[Structured pose outputs]
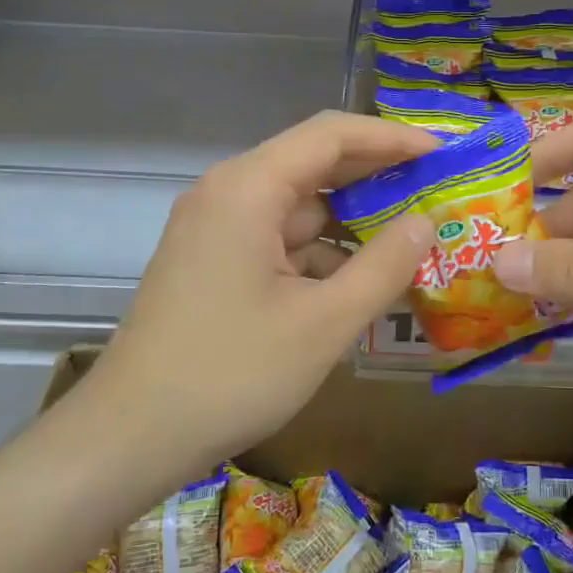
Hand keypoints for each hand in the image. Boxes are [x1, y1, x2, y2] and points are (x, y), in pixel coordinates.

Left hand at [87, 112, 437, 464]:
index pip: (331, 135)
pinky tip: (361, 277)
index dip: (392, 138)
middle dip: (377, 175)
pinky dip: (322, 250)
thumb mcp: (324, 323)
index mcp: (248, 188)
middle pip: (314, 163)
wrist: (130, 437)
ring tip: (411, 235)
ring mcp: (217, 228)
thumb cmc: (231, 374)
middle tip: (436, 190)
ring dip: (352, 219)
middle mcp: (228, 193)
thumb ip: (384, 266)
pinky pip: (279, 238)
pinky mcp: (214, 261)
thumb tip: (426, 222)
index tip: (443, 153)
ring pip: (299, 205)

→ **Assigned task**: A word-for-word copy of the records is needed, one that contains no pictures.

→ **Solution to the problem**:
Hand keypoints for each hand in the image. Boxes are [x1, y1, x2, y2] and points are (x, y), in pixel coordinates.

Left hand at [87, 112, 437, 464]:
index pip: (331, 135)
pinky tip: (361, 277)
index dip: (392, 138)
middle dip: (377, 175)
pinky dip: (322, 250)
thumb mcp: (324, 323)
index mcp: (248, 188)
middle pip: (314, 163)
wrist: (130, 437)
ring tip: (411, 235)
ring mcp: (217, 228)
thumb cmc: (231, 374)
middle tip: (436, 190)
ring dip: (352, 219)
middle mcp: (228, 193)
thumb ip: (384, 266)
pinky pip: (279, 238)
pinky mcp: (214, 261)
thumb tip: (426, 222)
index tip: (443, 153)
ring pip: (299, 205)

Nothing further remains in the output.